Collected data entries

--------------------------------------------------

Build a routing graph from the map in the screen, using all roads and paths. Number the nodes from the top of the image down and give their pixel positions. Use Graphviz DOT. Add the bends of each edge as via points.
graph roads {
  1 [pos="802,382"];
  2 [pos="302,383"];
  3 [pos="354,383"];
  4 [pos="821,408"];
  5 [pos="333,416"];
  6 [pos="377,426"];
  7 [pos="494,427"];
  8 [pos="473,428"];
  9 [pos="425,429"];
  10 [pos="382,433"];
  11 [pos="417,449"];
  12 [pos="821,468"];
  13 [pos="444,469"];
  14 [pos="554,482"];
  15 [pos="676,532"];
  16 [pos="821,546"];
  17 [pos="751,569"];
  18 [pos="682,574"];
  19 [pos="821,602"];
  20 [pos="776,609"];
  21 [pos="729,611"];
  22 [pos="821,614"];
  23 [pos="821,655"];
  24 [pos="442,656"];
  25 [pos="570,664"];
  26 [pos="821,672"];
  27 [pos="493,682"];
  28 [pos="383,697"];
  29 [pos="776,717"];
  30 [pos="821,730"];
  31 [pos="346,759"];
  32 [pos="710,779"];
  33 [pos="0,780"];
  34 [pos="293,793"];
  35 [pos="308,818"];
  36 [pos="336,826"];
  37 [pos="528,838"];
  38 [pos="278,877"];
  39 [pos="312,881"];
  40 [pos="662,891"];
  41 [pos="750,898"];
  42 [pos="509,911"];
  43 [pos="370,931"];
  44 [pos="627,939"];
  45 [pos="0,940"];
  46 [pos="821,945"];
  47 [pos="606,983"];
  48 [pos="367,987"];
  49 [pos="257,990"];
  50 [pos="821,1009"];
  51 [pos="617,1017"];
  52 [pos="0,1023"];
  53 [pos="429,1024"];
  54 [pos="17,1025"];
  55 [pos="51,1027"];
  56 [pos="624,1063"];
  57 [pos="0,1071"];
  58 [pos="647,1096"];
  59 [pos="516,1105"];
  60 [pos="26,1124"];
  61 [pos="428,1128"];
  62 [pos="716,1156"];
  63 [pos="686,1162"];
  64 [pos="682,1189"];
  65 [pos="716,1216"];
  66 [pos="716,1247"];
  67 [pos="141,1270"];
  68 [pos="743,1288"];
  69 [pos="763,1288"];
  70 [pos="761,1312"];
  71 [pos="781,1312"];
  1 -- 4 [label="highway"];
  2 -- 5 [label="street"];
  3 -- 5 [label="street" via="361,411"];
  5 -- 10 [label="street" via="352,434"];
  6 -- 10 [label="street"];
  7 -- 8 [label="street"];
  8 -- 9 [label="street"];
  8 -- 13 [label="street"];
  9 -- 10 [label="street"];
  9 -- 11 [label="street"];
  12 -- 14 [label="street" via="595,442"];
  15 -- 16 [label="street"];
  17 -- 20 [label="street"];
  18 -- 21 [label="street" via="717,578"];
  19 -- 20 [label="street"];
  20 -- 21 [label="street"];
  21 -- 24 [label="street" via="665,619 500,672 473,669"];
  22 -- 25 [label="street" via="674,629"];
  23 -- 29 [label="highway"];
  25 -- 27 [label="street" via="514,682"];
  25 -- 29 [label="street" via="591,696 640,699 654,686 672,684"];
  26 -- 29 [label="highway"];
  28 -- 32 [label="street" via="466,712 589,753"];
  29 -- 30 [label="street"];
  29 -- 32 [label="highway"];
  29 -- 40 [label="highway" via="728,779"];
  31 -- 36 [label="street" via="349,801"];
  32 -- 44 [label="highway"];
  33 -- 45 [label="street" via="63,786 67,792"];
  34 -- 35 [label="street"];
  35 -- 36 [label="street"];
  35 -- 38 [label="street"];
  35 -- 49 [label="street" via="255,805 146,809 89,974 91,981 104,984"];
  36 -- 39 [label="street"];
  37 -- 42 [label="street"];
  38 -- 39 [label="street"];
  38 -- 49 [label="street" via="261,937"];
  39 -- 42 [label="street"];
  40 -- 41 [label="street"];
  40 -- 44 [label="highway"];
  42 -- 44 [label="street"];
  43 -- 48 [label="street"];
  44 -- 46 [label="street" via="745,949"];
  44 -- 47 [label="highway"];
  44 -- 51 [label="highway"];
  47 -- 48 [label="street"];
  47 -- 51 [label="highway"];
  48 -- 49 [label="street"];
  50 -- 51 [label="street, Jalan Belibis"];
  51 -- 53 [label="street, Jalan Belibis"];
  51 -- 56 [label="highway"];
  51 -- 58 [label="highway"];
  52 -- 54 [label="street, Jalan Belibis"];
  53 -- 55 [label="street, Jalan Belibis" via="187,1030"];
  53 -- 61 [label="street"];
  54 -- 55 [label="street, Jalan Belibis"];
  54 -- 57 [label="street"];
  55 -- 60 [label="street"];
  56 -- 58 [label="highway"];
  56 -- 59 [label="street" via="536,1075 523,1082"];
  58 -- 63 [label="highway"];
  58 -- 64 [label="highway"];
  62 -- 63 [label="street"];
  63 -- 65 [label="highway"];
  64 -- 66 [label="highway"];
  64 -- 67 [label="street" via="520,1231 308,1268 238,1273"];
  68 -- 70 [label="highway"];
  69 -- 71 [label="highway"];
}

--------------------------------------------------

What needs to be done: Copy all records verbatim.

Your response:
Build a routing graph from the map in the screen, using all roads and paths. Number the nodes from the top of the image down and give their pixel positions. Use Graphviz DOT. Add the bends of each edge as via points.
graph roads {
  1 [pos="802,382"];
  2 [pos="302,383"];
  3 [pos="354,383"];
  4 [pos="821,408"];
  5 [pos="333,416"];
  6 [pos="377,426"];
  7 [pos="494,427"];
  8 [pos="473,428"];
  9 [pos="425,429"];
  10 [pos="382,433"];
  11 [pos="417,449"];
  12 [pos="821,468"];
  13 [pos="444,469"];
  14 [pos="554,482"];
  15 [pos="676,532"];
  16 [pos="821,546"];
  17 [pos="751,569"];
  18 [pos="682,574"];
  19 [pos="821,602"];
  20 [pos="776,609"];
  21 [pos="729,611"];
  22 [pos="821,614"];
  23 [pos="821,655"];
  24 [pos="442,656"];
  25 [pos="570,664"];
  26 [pos="821,672"];
  27 [pos="493,682"];
  28 [pos="383,697"];
  29 [pos="776,717"];
  30 [pos="821,730"];
  31 [pos="346,759"];
  32 [pos="710,779"];
  33 [pos="0,780"];
  34 [pos="293,793"];
  35 [pos="308,818"];
  36 [pos="336,826"];
  37 [pos="528,838"];
  38 [pos="278,877"];
  39 [pos="312,881"];
  40 [pos="662,891"];
  41 [pos="750,898"];
  42 [pos="509,911"];
  43 [pos="370,931"];
  44 [pos="627,939"];
  45 [pos="0,940"];
  46 [pos="821,945"];
  47 [pos="606,983"];
  48 [pos="367,987"];
  49 [pos="257,990"];
  50 [pos="821,1009"];
  51 [pos="617,1017"];
  52 [pos="0,1023"];
  53 [pos="429,1024"];
  54 [pos="17,1025"];
  55 [pos="51,1027"];
  56 [pos="624,1063"];
  57 [pos="0,1071"];
  58 [pos="647,1096"];
  59 [pos="516,1105"];
  60 [pos="26,1124"];
  61 [pos="428,1128"];
  62 [pos="716,1156"];
  63 [pos="686,1162"];
  64 [pos="682,1189"];
  65 [pos="716,1216"];
  66 [pos="716,1247"];
  67 [pos="141,1270"];
  68 [pos="743,1288"];
  69 [pos="763,1288"];
  70 [pos="761,1312"];
  71 [pos="781,1312"];
  1 -- 4 [label="highway"];
  2 -- 5 [label="street"];
  3 -- 5 [label="street" via="361,411"];
  5 -- 10 [label="street" via="352,434"];
  6 -- 10 [label="street"];
  7 -- 8 [label="street"];
  8 -- 9 [label="street"];
  8 -- 13 [label="street"];
  9 -- 10 [label="street"];
  9 -- 11 [label="street"];
  12 -- 14 [label="street" via="595,442"];
  15 -- 16 [label="street"];
  17 -- 20 [label="street"];
  18 -- 21 [label="street" via="717,578"];
  19 -- 20 [label="street"];
  20 -- 21 [label="street"];
  21 -- 24 [label="street" via="665,619 500,672 473,669"];
  22 -- 25 [label="street" via="674,629"];
  23 -- 29 [label="highway"];
  25 -- 27 [label="street" via="514,682"];
  25 -- 29 [label="street" via="591,696 640,699 654,686 672,684"];
  26 -- 29 [label="highway"];
  28 -- 32 [label="street" via="466,712 589,753"];
  29 -- 30 [label="street"];
  29 -- 32 [label="highway"];
  29 -- 40 [label="highway" via="728,779"];
  31 -- 36 [label="street" via="349,801"];
  32 -- 44 [label="highway"];
  33 -- 45 [label="street" via="63,786 67,792"];
  34 -- 35 [label="street"];
  35 -- 36 [label="street"];
  35 -- 38 [label="street"];
  35 -- 49 [label="street" via="255,805 146,809 89,974 91,981 104,984"];
  36 -- 39 [label="street"];
  37 -- 42 [label="street"];
  38 -- 39 [label="street"];
  38 -- 49 [label="street" via="261,937"];
  39 -- 42 [label="street"];
  40 -- 41 [label="street"];
  40 -- 44 [label="highway"];
  42 -- 44 [label="street"];
  43 -- 48 [label="street"];
  44 -- 46 [label="street" via="745,949"];
  44 -- 47 [label="highway"];
  44 -- 51 [label="highway"];
  47 -- 48 [label="street"];
  47 -- 51 [label="highway"];
  48 -- 49 [label="street"];
  50 -- 51 [label="street, Jalan Belibis"];
  51 -- 53 [label="street, Jalan Belibis"];
  51 -- 56 [label="highway"];
  51 -- 58 [label="highway"];
  52 -- 54 [label="street, Jalan Belibis"];
  53 -- 55 [label="street, Jalan Belibis" via="187,1030"];
  53 -- 61 [label="street"];
  54 -- 55 [label="street, Jalan Belibis"];
  54 -- 57 [label="street"];
  55 -- 60 [label="street"];
  56 -- 58 [label="highway"];
  56 -- 59 [label="street" via="536,1075 523,1082"];
  58 -- 63 [label="highway"];
  58 -- 64 [label="highway"];
  62 -- 63 [label="street"];
  63 -- 65 [label="highway"];
  64 -- 66 [label="highway"];
  64 -- 67 [label="street" via="520,1231 308,1268 238,1273"];
  68 -- 70 [label="highway"];
  69 -- 71 [label="highway"];
}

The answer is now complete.